### Activity
Please copy, exactly as they appear below, the lines from the one containing "cairo_set_font_size(cr, size);" through the one containing "cairo_pattern_t *gradient;".

───── Exercise inputs

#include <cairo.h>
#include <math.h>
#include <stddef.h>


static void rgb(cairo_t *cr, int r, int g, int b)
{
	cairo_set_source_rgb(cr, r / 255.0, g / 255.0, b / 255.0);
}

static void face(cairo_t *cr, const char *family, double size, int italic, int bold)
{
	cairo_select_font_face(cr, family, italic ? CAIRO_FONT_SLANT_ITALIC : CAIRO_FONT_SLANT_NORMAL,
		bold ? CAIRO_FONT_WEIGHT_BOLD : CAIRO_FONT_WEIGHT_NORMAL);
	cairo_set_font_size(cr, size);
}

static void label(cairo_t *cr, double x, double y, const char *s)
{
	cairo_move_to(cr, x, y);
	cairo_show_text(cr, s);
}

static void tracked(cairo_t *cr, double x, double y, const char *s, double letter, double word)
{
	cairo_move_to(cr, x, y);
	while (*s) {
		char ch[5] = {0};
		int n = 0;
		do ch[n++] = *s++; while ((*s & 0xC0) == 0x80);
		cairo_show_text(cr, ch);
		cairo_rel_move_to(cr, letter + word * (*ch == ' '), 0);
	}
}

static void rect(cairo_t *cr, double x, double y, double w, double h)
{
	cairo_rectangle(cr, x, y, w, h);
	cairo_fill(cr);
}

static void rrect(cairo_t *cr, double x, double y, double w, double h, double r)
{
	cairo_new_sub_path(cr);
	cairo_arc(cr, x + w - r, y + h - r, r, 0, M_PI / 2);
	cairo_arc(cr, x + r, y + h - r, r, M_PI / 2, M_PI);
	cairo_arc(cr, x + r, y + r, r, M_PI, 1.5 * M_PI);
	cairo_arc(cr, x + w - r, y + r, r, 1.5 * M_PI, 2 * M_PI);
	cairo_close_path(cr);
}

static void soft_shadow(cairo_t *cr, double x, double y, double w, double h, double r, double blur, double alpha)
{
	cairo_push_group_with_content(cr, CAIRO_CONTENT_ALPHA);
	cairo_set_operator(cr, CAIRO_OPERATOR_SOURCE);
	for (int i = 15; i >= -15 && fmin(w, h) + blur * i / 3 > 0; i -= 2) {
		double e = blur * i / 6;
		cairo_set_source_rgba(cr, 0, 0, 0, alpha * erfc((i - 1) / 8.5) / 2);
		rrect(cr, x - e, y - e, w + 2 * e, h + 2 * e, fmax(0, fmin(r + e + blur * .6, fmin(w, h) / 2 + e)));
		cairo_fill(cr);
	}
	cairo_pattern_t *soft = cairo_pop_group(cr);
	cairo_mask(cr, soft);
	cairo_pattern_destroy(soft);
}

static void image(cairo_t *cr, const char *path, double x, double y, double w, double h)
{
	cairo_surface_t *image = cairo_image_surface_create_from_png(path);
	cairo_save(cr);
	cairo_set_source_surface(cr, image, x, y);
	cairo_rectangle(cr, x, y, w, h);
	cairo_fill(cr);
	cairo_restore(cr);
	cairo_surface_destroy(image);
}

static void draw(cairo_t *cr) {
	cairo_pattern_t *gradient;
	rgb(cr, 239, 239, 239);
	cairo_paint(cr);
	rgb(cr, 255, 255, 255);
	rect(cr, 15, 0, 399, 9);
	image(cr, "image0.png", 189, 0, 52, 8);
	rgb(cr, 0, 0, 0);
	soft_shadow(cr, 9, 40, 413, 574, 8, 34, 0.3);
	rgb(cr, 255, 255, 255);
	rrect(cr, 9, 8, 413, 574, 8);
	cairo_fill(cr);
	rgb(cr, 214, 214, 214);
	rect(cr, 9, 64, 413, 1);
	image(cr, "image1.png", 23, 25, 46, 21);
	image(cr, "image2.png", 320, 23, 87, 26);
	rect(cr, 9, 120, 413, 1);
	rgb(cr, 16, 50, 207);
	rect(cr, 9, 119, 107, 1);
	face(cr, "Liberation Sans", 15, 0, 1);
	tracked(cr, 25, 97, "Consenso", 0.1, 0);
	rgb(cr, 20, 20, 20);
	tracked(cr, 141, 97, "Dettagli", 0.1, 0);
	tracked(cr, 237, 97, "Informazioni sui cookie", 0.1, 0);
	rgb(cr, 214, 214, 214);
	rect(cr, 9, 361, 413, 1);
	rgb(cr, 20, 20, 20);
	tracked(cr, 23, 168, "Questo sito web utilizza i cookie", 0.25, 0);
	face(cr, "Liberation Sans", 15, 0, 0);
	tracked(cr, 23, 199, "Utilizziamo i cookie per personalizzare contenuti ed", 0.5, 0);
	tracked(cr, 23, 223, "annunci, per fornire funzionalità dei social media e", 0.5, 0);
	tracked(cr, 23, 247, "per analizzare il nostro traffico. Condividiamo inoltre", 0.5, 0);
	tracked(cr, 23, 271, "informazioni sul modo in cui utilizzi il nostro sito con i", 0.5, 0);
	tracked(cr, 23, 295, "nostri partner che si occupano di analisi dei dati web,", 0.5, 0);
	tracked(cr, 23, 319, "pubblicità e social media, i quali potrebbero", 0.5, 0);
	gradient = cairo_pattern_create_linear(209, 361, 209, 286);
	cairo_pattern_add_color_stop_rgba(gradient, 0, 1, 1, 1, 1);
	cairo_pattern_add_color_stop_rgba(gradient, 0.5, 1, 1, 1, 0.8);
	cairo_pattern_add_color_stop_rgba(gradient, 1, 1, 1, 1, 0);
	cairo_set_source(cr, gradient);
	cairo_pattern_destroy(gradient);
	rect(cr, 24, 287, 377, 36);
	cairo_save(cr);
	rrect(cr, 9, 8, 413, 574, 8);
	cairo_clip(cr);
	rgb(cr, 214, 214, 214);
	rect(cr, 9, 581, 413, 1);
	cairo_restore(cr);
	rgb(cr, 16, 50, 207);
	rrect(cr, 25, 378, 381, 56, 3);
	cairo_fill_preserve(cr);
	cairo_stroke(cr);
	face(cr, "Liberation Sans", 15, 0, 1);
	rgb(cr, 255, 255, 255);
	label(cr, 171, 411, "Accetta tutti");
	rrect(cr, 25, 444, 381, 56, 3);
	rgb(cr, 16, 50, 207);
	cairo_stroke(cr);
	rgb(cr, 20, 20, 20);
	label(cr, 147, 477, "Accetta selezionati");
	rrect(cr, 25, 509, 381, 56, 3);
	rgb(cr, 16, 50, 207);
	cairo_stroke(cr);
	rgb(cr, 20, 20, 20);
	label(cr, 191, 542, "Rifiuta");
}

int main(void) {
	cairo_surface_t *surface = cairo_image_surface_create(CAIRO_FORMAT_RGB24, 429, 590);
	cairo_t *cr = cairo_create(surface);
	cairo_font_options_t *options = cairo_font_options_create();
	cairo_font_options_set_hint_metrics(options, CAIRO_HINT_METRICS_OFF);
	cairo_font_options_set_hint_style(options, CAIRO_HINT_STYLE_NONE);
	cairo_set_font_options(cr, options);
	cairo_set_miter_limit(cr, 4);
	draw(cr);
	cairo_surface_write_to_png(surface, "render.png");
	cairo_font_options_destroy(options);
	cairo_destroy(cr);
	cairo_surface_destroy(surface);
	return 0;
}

──────────

### Your solution
	cairo_set_font_size(cr, size);
}

static void label(cairo_t *cr, double x, double y, const char *s)
{
	cairo_move_to(cr, x, y);
	cairo_show_text(cr, s);
}

static void tracked(cairo_t *cr, double x, double y, const char *s, double letter, double word)
{
	cairo_move_to(cr, x, y);
	while (*s) {
		char ch[5] = {0};
		int n = 0;
		do ch[n++] = *s++; while ((*s & 0xC0) == 0x80);
		cairo_show_text(cr, ch);
		cairo_rel_move_to(cr, letter + word * (*ch == ' '), 0);
	}
}

static void rect(cairo_t *cr, double x, double y, double w, double h)
{
	cairo_rectangle(cr, x, y, w, h);
	cairo_fill(cr);
}

static void rrect(cairo_t *cr, double x, double y, double w, double h, double r)
{
	cairo_new_sub_path(cr);
	cairo_arc(cr, x + w - r, y + h - r, r, 0, M_PI / 2);
	cairo_arc(cr, x + r, y + h - r, r, M_PI / 2, M_PI);
	cairo_arc(cr, x + r, y + r, r, M_PI, 1.5 * M_PI);
	cairo_arc(cr, x + w - r, y + r, r, 1.5 * M_PI, 2 * M_PI);
	cairo_close_path(cr);
}

static void soft_shadow(cairo_t *cr, double x, double y, double w, double h, double r, double blur, double alpha)
{
	cairo_push_group_with_content(cr, CAIRO_CONTENT_ALPHA);
	cairo_set_operator(cr, CAIRO_OPERATOR_SOURCE);
	for (int i = 15; i >= -15 && fmin(w, h) + blur * i / 3 > 0; i -= 2) {
		double e = blur * i / 6;
		cairo_set_source_rgba(cr, 0, 0, 0, alpha * erfc((i - 1) / 8.5) / 2);
		rrect(cr, x - e, y - e, w + 2 * e, h + 2 * e, fmax(0, fmin(r + e + blur * .6, fmin(w, h) / 2 + e)));
		cairo_fill(cr);
	}
	cairo_pattern_t *soft = cairo_pop_group(cr);
	cairo_mask(cr, soft);
	cairo_pattern_destroy(soft);
}

static void image(cairo_t *cr, const char *path, double x, double y, double w, double h)
{
	cairo_surface_t *image = cairo_image_surface_create_from_png(path);
	cairo_save(cr);
	cairo_set_source_surface(cr, image, x, y);
	cairo_rectangle(cr, x, y, w, h);
	cairo_fill(cr);
	cairo_restore(cr);
	cairo_surface_destroy(image);
}

static void draw(cairo_t *cr) {
	cairo_pattern_t *gradient;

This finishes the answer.